| And how would you improve on it?
A brief summary, then: Remove the syntactic mess that is attributes.
(You will then find that you do not need them at all.) Enclose the
/element/ in matching delimiters, not the tag. These simple things
makes people think differently about how they use the language.
Contrary to the foolish notion that syntax is immaterial, people
optimize the way they express themselves, and so express themselves
differently with different syntaxes. Next, introduce macros that
look exactly like elements, but that are expanded in place between
the reader and the “object model”. Then, remove the obnoxious
character entities and escape special characters with a single
character, like \, and name other entities with letters following
the same character. If you need a rich set of publishing symbols,
discover Unicode. Finally, introduce a language for micro-parsers
than can take more convenient syntaxes for commonly used elements
with complex structure and make them /return/ element structures
more suitable for processing on the receiving end, and which would
also make validation something useful. The overly simple regular
expression look-alike was a good idea when processing was expensive
and made all decisions at the start-tag, but with a DOM and less
stream-like processing, a much better language should be specified
that could also do serious computation before validating a document
— so that once again processing could become cheaper because of the
“markup”, not more expensive because of it.
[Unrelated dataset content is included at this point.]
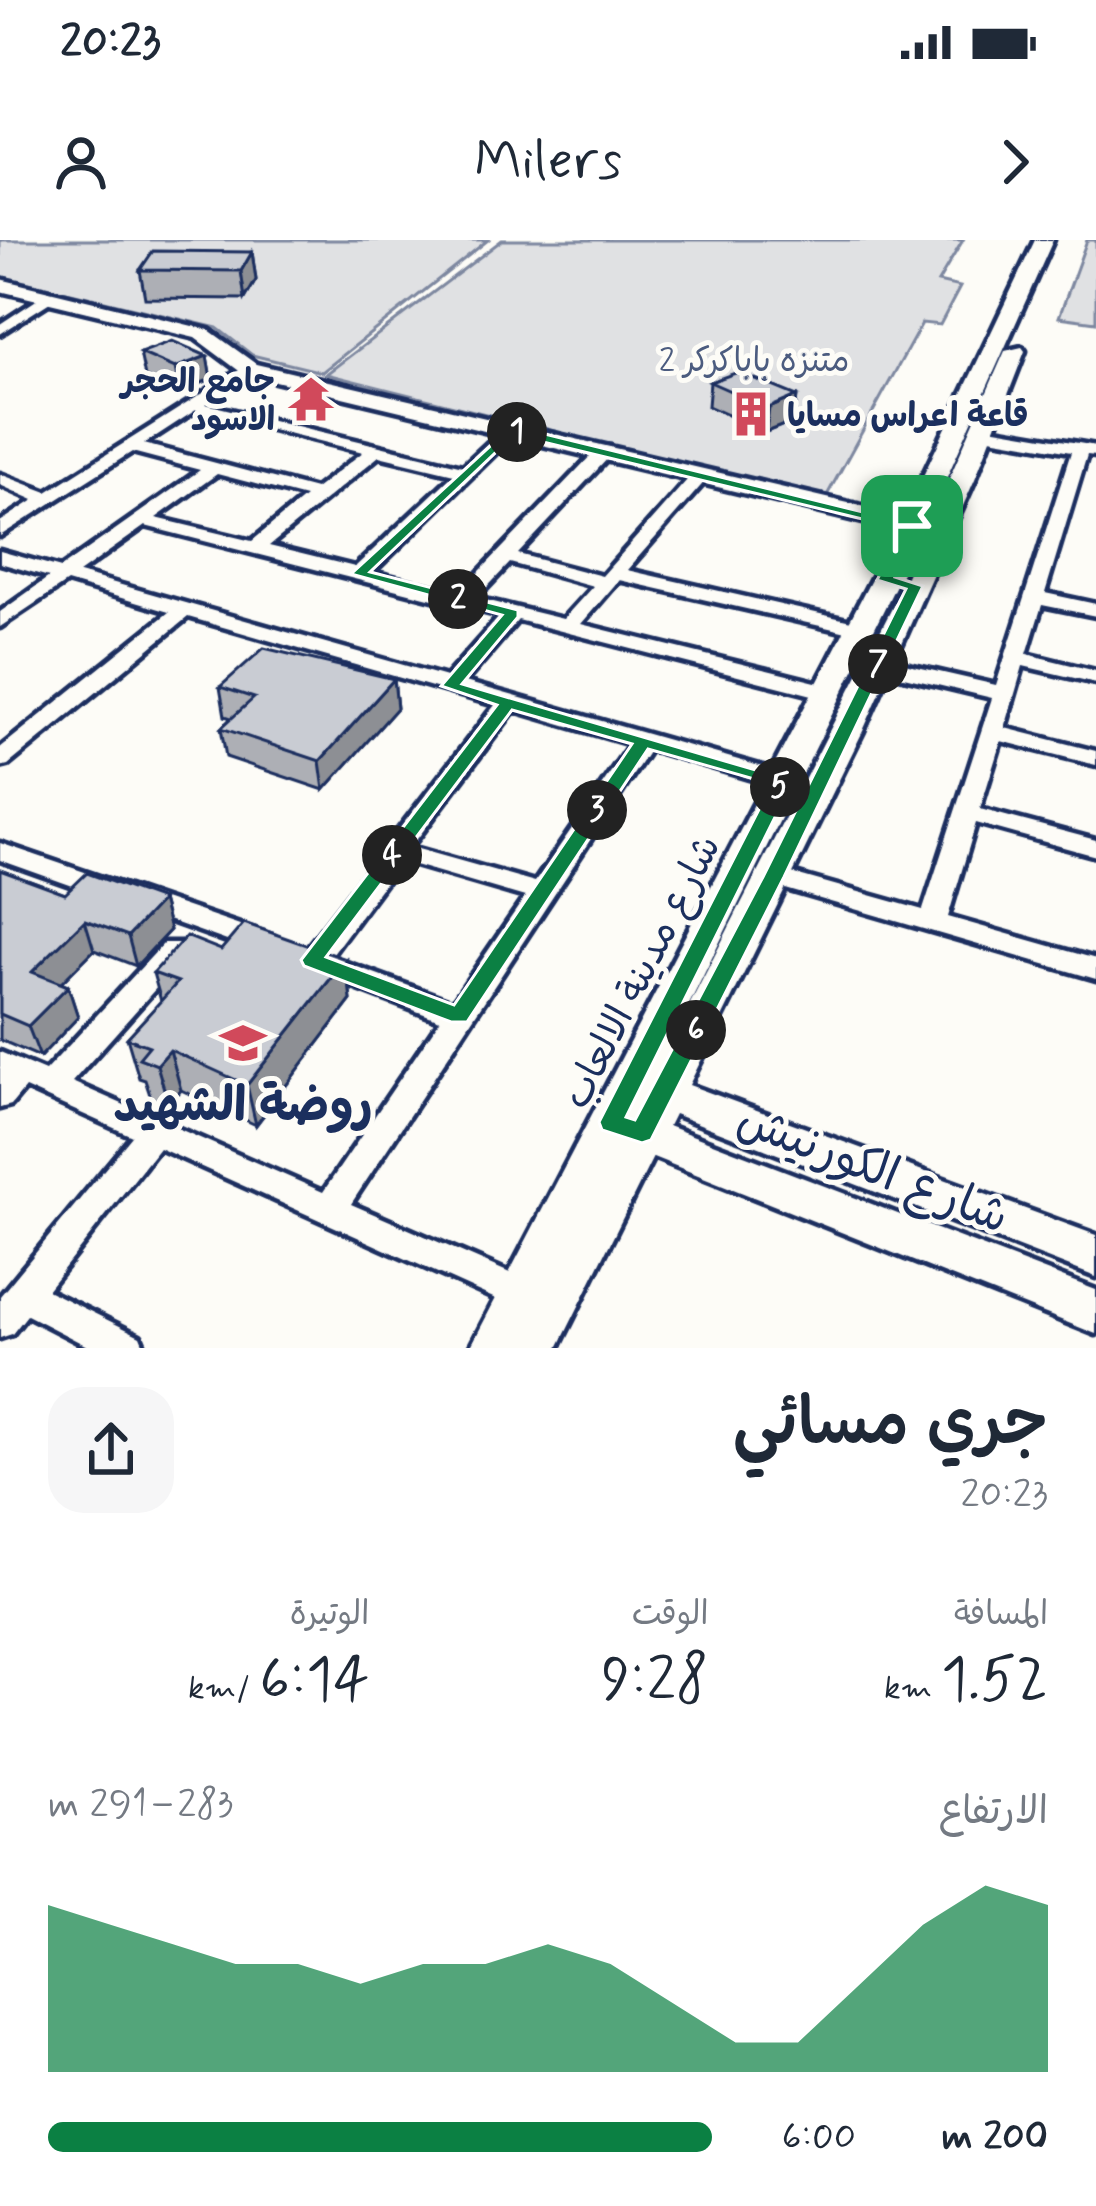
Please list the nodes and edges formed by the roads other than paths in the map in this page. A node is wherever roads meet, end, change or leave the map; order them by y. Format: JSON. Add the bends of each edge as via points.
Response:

But the one thing I would change the most from a markup language
suitable for marking up the incidental instruction to a type-setter
to the data representation language suitable for the “market” that
XML wants, is to go for a binary representation. The reasons for
/not/ going binary when SGML competed with ODA have been reversed:
When information should survive changes in the software, it was an
important decision to make the data format verbose enough that it
was easy to implement a processor for it and that processors could
liberally accept what other processors conservatively produced, but
now that the data formats that employ XML are so easily changed
that the software can no longer keep up with it, we need to slam on
the breaks and tell the redefiners to curb their enthusiasm, get it
right before they share their experiments with the world, and show
some respect for their users. One way to do that is to increase the
cost of changes to implementations without sacrificing readability
and without making the data format more “brittle”, by going binary.
Our information infrastructure has become so much better that the
nature of optimization for survivability has changed qualitatively.
The question of what we humans need to read and write no longer has
any bearing on what the computers need to work with. One of the
most heinous crimes against computing machinery is therefore to
force them to parse XML when all they want is the binary data. As
an example, think of the Internet Protocol and Transmission Control
Protocol in XML terms. Implementors of SNMP regularly complained
that parsing the ASN.1 encodings took a disproportionate amount of
processing time, but they also acknowledged that properly done, it
mapped directly to the values they needed to exchange. Now, think
of what would have happened had it not been a Simple, but instead
some moronic excuse for an eXtensible Network Management Protocol.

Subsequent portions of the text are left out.